Anja Soderstrom (Senior Equity Research Analyst)

Okay, thank you. That was all for me.

Liren Chen (President and CEO)

Thank you.

Operator (participant)

As a reminder, to ask a question, please press star one one on your telephone. Please stand by for our next question. The next question comes from Brian Balchin with Jefferies. Your line is open.

Brian Balchin (Research Analyst)

Hi, thanks for taking the question. Just on the targets that you've outlined, you know, $500,000,000 for wireless and $150,000,000 for IoT revenues, could you please give an update on, you know, reaching those targets? You know, how should we think about levers that you still need to pull, you know, perhaps upside from the ongoing cases to reach that $500,000,000 wireless target?

Liren Chen (President and CEO)

Yeah. Hi, Brian, this is Liren. On the target for $500,000,000 for mobile, we are proceeding very well. Obviously, the Lenovo case is part of the step towards that decision. The three largest unlicensed, including also OPPO and Vivo, which frankly, size-wise, are bigger than Lenovo regarding their annual device sales.

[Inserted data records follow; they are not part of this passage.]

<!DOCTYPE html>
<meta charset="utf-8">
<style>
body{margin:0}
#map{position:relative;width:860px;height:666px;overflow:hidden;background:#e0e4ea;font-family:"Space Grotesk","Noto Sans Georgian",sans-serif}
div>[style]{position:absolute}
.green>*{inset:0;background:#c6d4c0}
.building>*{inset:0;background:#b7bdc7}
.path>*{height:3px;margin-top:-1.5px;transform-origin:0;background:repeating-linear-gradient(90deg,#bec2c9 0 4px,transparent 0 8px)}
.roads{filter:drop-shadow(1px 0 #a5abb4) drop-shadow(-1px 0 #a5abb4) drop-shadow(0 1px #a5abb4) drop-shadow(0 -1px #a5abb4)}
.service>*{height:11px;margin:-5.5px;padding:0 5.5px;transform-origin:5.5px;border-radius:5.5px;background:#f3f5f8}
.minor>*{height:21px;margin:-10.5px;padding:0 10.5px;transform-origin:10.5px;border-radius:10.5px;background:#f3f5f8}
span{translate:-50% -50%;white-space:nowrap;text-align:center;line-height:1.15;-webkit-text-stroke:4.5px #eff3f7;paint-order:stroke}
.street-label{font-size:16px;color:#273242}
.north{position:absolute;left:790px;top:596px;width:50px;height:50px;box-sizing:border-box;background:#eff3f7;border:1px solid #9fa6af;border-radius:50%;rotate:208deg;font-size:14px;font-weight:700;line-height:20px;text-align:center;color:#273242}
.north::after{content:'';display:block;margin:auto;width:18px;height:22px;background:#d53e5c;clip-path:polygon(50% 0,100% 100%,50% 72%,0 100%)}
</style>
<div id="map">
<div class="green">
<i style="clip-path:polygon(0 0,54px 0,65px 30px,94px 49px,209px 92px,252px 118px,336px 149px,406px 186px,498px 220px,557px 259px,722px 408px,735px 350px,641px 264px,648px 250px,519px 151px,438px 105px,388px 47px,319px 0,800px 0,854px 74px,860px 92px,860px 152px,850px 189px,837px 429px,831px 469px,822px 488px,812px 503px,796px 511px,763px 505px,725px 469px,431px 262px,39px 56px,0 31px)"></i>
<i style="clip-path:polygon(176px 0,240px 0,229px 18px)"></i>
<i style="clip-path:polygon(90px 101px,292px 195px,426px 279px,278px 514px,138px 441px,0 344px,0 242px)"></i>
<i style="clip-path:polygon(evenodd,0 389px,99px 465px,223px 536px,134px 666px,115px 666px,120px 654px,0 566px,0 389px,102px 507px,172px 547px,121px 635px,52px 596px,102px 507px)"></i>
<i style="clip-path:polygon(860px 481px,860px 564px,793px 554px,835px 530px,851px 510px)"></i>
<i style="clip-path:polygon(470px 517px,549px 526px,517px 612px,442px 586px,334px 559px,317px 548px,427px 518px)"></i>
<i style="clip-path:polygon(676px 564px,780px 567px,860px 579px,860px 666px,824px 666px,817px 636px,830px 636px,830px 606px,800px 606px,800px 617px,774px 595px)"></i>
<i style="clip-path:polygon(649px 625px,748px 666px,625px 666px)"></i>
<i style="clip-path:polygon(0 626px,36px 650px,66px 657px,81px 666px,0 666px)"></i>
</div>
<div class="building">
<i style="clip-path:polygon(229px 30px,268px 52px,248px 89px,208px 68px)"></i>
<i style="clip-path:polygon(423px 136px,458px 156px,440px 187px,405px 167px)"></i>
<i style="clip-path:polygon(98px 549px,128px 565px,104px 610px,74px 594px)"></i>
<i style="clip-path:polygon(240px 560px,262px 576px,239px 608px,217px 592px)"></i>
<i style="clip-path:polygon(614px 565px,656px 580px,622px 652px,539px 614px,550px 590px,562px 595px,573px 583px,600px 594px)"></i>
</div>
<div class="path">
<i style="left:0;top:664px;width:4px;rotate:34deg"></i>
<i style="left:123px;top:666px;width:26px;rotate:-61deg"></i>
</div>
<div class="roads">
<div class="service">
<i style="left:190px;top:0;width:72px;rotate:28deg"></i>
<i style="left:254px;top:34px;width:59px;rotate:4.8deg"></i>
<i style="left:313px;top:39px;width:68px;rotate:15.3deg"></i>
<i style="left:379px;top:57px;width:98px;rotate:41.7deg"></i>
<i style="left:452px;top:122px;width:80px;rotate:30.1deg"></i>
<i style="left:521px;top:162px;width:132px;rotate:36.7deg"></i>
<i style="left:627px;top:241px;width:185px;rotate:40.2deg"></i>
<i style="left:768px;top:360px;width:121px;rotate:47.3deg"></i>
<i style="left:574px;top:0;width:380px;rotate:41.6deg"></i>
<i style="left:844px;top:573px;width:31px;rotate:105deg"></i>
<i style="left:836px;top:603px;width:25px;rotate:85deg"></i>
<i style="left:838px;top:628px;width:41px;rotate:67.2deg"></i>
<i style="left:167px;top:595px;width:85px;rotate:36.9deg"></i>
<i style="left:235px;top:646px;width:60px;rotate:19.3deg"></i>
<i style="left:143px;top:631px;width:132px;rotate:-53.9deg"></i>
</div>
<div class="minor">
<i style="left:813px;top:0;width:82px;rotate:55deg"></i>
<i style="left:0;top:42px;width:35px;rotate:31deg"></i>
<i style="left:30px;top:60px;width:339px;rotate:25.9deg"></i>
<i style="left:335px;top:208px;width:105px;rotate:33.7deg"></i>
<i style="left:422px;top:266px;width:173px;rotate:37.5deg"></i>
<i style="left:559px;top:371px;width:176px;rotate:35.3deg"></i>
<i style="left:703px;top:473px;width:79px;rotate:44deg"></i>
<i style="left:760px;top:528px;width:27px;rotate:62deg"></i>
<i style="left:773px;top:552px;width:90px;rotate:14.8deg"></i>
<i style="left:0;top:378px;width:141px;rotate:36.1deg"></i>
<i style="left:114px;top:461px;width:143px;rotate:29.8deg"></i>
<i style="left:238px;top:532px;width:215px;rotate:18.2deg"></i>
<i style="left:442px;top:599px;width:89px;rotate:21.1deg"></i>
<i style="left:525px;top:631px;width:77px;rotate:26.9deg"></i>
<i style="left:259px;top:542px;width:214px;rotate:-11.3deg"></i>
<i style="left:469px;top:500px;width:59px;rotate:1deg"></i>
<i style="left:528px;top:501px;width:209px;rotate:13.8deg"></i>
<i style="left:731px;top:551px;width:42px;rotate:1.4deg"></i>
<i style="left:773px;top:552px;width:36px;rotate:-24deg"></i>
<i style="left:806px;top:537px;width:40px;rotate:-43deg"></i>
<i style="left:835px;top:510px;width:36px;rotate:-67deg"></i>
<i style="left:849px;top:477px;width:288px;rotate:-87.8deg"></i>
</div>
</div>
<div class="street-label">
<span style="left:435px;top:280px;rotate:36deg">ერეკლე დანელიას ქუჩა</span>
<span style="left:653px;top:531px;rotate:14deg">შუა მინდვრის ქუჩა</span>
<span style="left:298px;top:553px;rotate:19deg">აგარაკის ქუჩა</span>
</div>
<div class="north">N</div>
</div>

We currently have cases against OPPO pending in multiple jurisdictions. One of the things I'm mentioning in my prepared remark, it's a decision in UK for the three patent trials. It's actually a very helpful decision, even for the OPPO case, because they are standard-essential patents. The three patents have been found to be valid, infringement, actual to the standard, which allows us to fast-track that case in UK against OPPO.

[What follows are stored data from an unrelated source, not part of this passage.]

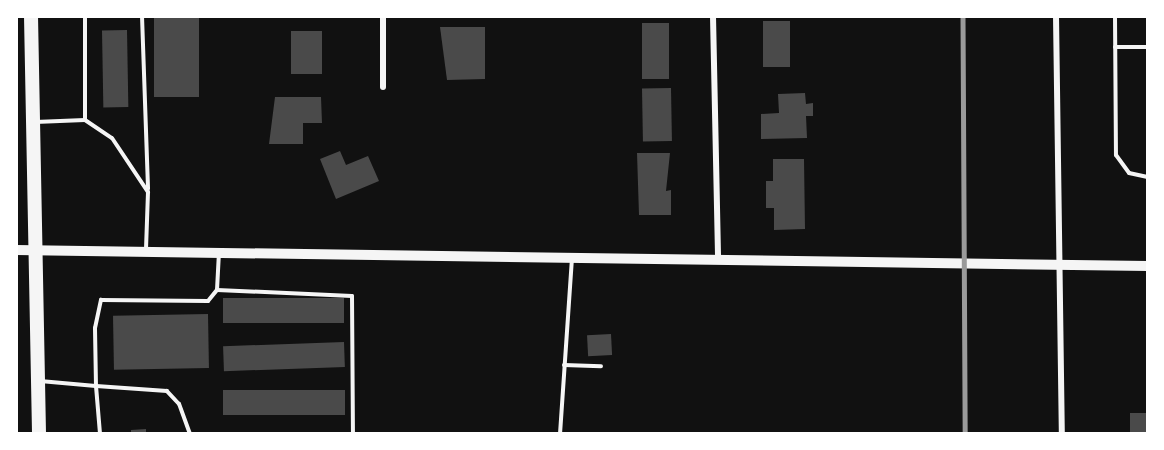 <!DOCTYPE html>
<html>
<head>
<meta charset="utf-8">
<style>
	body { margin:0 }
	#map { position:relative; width:1164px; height:450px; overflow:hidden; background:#111; font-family:"IBM Plex Sans",sans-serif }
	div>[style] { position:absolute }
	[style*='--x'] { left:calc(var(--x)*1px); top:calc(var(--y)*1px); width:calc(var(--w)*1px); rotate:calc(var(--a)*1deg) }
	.building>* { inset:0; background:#4a4a4a; transform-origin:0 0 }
	.service>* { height:4px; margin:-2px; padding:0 2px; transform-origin:2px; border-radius:2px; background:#f5f5f5 }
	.minor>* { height:6px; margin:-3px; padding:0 3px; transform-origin:3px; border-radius:3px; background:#f5f5f5 }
	.tertiary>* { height:10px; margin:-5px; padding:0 5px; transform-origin:5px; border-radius:5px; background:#f5f5f5 }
	.trunk>* { height:14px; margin:-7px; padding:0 7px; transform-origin:7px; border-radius:7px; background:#f5f5f5 }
	.rail>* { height:4.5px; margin:-2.25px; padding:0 2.25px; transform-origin:2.25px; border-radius:2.25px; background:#9a9a9a }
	span { translate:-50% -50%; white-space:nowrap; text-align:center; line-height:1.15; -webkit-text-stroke:6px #fff; paint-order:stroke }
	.frame { position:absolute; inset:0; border:18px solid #fff; pointer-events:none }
</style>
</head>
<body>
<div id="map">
	<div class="building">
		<div style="left:154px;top:16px;width:45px;height:81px"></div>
		<div style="left:763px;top:21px;width:27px;height:46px"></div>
		<div style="left:642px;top:23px;width:27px;height:56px"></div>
		<div style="clip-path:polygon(440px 27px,485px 27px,485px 79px,447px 80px)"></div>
		<div style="left:127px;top:30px;width:77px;height:25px;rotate:89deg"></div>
		<div style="left:322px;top:31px;width:43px;height:31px;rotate:90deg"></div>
		<div style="left:671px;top:88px;width:53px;height:29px;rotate:89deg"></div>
		<div style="clip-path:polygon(805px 93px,806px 104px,813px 103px,813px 116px,806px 116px,807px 138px,761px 139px,761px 114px,779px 113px,778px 94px)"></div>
		<div style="clip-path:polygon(275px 97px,321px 97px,322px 123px,303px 123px,303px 144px,269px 144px)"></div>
		<div style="clip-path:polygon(340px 151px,346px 165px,368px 156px,379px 181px,336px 199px,320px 159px)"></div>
		<div style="clip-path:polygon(637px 153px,670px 153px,666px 191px,671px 190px,671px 215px,639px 215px)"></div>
		<div style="clip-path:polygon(773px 159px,804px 159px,805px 229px,774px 230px,774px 208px,766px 208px,766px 181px,773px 181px)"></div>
		<div style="left:344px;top:298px;width:25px;height:121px;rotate:90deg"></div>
		<div style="left:208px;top:314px;width:54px;height:95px;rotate:89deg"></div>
		<div style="left:611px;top:334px;width:21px;height:24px;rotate:87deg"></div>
		<div style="left:344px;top:342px;width:25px;height:121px;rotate:88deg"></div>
		<div style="left:223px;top:390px;width:122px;height:25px"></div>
		<div style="left:1130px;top:413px;width:18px;height:21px"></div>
		<div style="clip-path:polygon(146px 429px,146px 434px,131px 434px,131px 430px)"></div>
	</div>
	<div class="service">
		<div style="--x:85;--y:16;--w:104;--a:90"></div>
		<div style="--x:142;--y:16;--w:173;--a:88"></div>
		<div style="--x:1115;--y:16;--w:139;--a:89.6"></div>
		<div style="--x:1116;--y:155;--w:22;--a:54"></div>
		<div style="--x:1129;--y:173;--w:19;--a:12"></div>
		<div style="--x:1115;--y:47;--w:33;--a:0"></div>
		<div style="--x:35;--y:122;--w:50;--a:-2.3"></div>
		<div style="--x:85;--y:120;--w:32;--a:34"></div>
		<div style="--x:112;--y:138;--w:65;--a:56.3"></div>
		<div style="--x:148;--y:192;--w:57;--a:92"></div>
		<div style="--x:217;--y:290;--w:135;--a:2.5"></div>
		<div style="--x:352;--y:296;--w:138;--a:89.6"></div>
		<div style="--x:564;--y:365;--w:37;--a:2"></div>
		<div style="--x:40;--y:381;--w:56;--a:5.1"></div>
		<div style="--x:96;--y:386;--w:48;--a:85.2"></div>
		<div style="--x:190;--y:434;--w:32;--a:-110"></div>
		<div style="--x:179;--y:404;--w:18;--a:-133"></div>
		<div style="--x:167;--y:391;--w:71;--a:-176"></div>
		<div style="--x:96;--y:386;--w:58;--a:-91"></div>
		<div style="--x:95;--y:328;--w:29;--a:-78"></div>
		<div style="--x:101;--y:300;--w:107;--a:0.5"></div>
		<div style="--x:208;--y:301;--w:14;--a:-51"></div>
		<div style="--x:217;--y:290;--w:36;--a:-87"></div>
		<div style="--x:560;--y:434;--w:175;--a:-86.1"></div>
	</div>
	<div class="minor">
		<div style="--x:713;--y:16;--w:245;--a:88.8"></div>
		<div style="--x:1056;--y:16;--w:418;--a:89.2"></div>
		<div style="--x:383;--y:87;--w:71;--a:-90"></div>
	</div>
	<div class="tertiary">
		<div style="--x:16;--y:250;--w:1132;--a:0.81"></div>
	</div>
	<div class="trunk">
		<div style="--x:31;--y:16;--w:418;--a:88.9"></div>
	</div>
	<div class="rail">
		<div style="--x:963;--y:16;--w:418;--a:89.7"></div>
	</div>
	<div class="frame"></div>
</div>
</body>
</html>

There's actually an important hearing coming up in October of this year. It's a willingness trial, followed by a FRAND rate determination next February. Those are, frankly, the Oppo timeline, it's quite good. Regarding Huawei, we are continuing active dialogue with them, so we feel confident about our $500,000,000 target for the mobile side. Regarding the CE and IoT space, the $150,000,000, that's something we are making progress. Frankly, if you look at our program here, our IoT CE growth rate is faster than our mobile. We have been achieving double-digit year-over-year growth for the IoT space for the last couple years already, and first half this year, we are growth about 20% year-over-year. We like to keep on building on that momentum.

Brian Balchin (Research Analyst)

Okay, perfect. I just had one follow-up. On, you know, you guys have started articulating, potential monetization of services. Could you perhaps provide an update, you know, on potential size of opportunity and timing of this? You know, if you could provide any color on the process and strategy in building out this platform, that'd be great.

Liren Chen (President and CEO)

Yes. Again, look, Brian, this is Liren. If you look at the-- what the kind of technology those online services are using, by online services are being, you know, the, the distribution of video, either, you know, one directionally, interactively, it's, it's beyond any reasonable doubt that they are using and benefiting a lot from our connectivity as well from our video technology. The real question is really how do we launch a licensing program in there, which we have been working on for quite a bit now. If you look at the market size, the online video space is projected to be growing to about $500,000,000,000 in 2027, which, interesting enough, is the same size as today's smartphone market size. We are working on that quite diligently.

Currently, we don't have enough specification to provide a precise estimate on how big a licensing opportunity this is with us, because we really would prefer to, you know, sign up, you know, at least one or more license before we put a specific number to it. We'll keep you informed, and we have been working quite diligently on that space.

Brian Balchin (Research Analyst)

Okay, great. Thank you.

Operator (participant)

To ask a question, please press star one one on your telephone. Again, to ask a question, please press star one one on your telephone. I am showing no other questions in the queue at this time. I would now like to turn the call back to Raiford, for closing remarks.

Raiford Garrabrant (Head of Investor Relations)

Thank you, Michelle. I'll now turn it back to Liren for his closing remarks.

Liren Chen (President and CEO)

Hey, thank you everyone who joined today's call, and we look forward to updating you on our progress next quarter.